Image by Terwilliger911 via Flickr
29...and single. Some days, this is the greatest feeling in the world. I don't feel like I squandered my "good" years being bogged down in a relationship (disclaimer: no judgment on others who found love during this time in their life- lucky you!). Other days...particularly lately...I'm feeling a little of the pressure that comes along with being almost 30 and being nowhere near a stable relationship or a family. On any given day, I usually feel like my "singledom" is a matter of choice. After all, I won't lie...I do have options when it comes to people wanting to date me. I feel a little odd coming clean about that, but I'm sure you know by now, I'm not one to bite my tongue when it comes to being honest about my life. The problem is not that there aren't people interested in me...the real problem is that the feeling just isn't reciprocal. I wish that I was interested, but it's just not there. Don't get me wrong, so many people have PARTS of the kind of person I'm looking for, but seem to lack the full package kind of details. And I know what you're thinking...you're too picky- no wonder you're still single. Well, tell me this...what PARTS am I supposed to be willing to compromise on? I mean really. Some things are super obvious and just too major to overlook. And some things are just against my own personal set of standards. For instance, it's not that I mind that a guy has children or has been married...but for me, I want to be someone's first.

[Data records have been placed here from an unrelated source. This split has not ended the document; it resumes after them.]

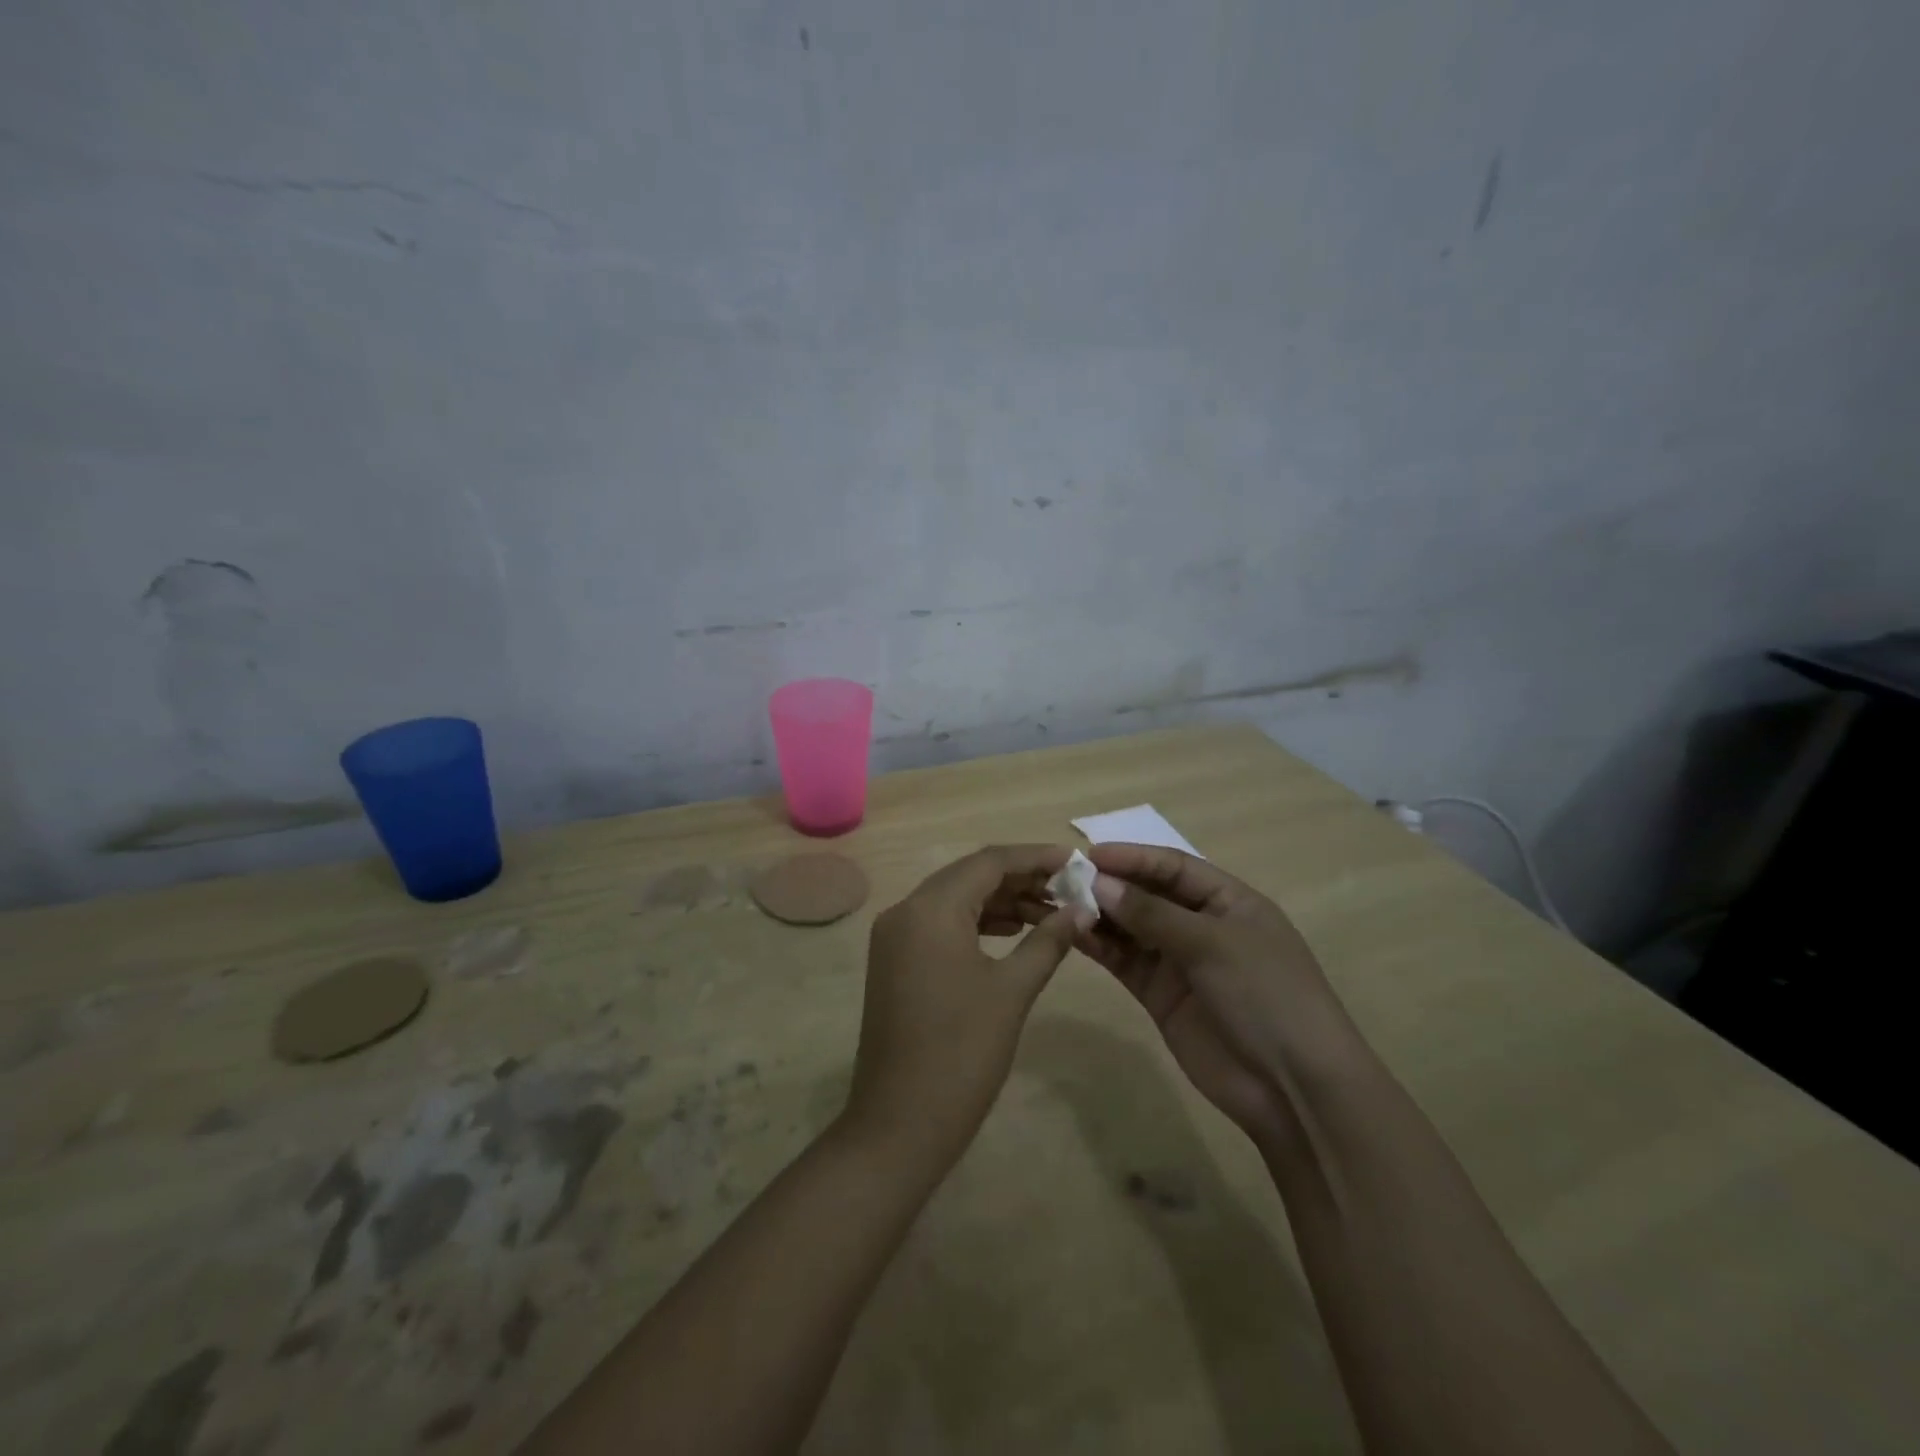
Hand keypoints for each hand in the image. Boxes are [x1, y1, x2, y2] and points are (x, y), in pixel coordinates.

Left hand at [845, 845, 1089, 1173]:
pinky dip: (977, 923)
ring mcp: (895, 936)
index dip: (1035, 857)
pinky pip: (940, 925)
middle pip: (970, 875)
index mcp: (930, 908)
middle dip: (1020, 878)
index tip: (1076, 861)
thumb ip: (1048, 940)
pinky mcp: (894, 961)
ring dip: (1000, 901)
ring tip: (1050, 912)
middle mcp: (905, 910)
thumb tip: (1081, 909)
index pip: (989, 861)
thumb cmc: (961, 1054)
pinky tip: (1012, 933)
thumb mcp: (1012, 991)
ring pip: (955, 900)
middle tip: (1068, 889)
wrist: (898, 1126)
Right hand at [1073, 844, 1350, 1146]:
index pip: (1174, 867)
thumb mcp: (1212, 944)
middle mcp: (1202, 925)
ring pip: (1132, 927)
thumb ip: (1152, 913)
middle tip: (1065, 879)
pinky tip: (1074, 935)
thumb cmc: (1265, 994)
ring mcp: (1180, 961)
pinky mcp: (1161, 995)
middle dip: (1111, 885)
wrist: (1292, 1087)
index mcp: (1229, 901)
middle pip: (1149, 894)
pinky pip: (1126, 961)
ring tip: (1061, 905)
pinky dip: (1101, 947)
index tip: (1090, 854)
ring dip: (1100, 915)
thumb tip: (1098, 883)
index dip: (1133, 857)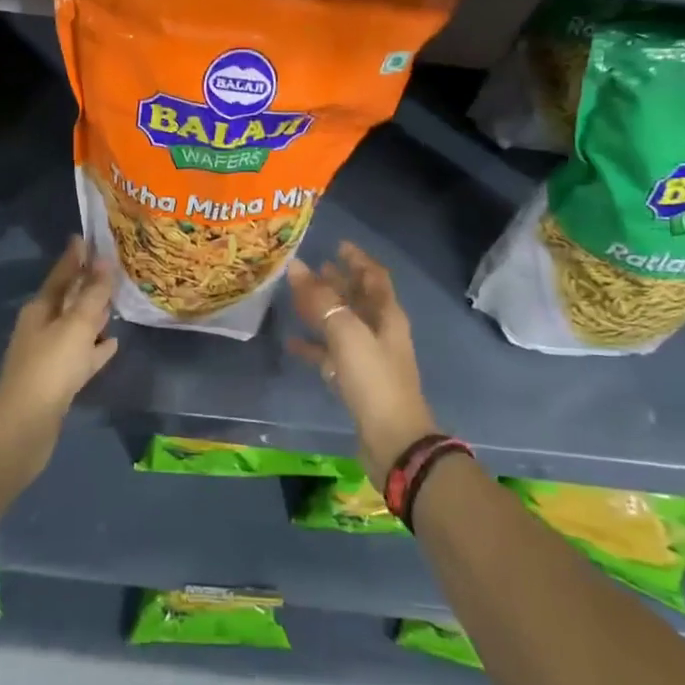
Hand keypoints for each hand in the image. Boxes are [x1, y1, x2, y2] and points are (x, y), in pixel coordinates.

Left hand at [0, 237, 117, 508]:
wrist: (26, 426)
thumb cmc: (50, 367)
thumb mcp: (76, 326)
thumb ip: (92, 295)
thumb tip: (103, 260)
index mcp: (40, 309)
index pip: (60, 274)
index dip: (75, 257)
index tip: (87, 238)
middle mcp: (42, 327)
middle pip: (68, 299)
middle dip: (88, 284)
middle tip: (112, 268)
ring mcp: (49, 355)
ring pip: (76, 327)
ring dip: (94, 316)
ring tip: (118, 303)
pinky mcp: (59, 380)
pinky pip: (82, 355)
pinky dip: (96, 348)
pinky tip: (113, 344)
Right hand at [287, 242, 440, 478]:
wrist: (393, 440)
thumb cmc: (374, 380)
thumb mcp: (347, 334)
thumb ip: (321, 300)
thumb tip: (298, 267)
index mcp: (387, 315)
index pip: (374, 276)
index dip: (357, 259)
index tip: (337, 244)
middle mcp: (380, 331)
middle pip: (358, 298)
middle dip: (337, 281)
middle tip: (311, 268)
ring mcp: (368, 357)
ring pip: (343, 324)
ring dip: (324, 310)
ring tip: (297, 297)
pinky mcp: (356, 381)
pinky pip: (331, 354)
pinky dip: (314, 346)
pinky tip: (292, 344)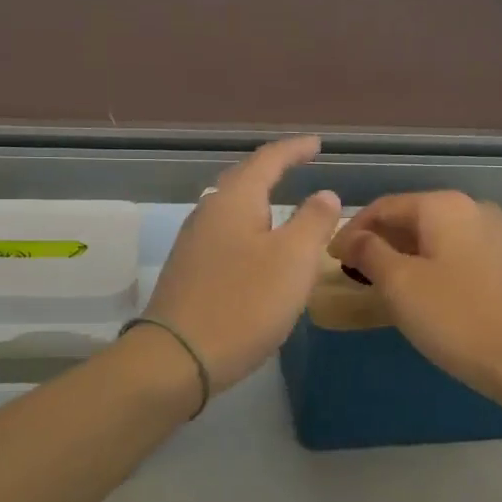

I want to be the first (and only) mother of their child(ren)...I want to be the first woman he watch walk down the aisle towards him, ya know? Is that asking so much? Well, the closer to 30 I get, it seems like it just might be.
Another point of contention (don't judge me) are the car-less. In NYC, I get that having a car is an inconvenience depending on where you live. But a guy not having a car makes me feel like a chauffeur. And maybe picking a guy up wouldn't make me feel like SUCH a chauffeur if maybe they threw me a 5 spot for gas or something. Sure, I'm a woman of the millennium, but there's a recession going on. C'mon! And what happened to chivalry?
Ok, I think I'm done now. I just felt like I needed to clarify WHY I'm single...since that seems to be the first question when I tell someone that I am...like there's something wrong with being single. There's absolutely nothing wrong with being single...when it's by choice....and even when it's not. But recently someone told me that I was single by choice and it made me realize it's less of a choice lately than just lack of the kind of choices I'm looking for.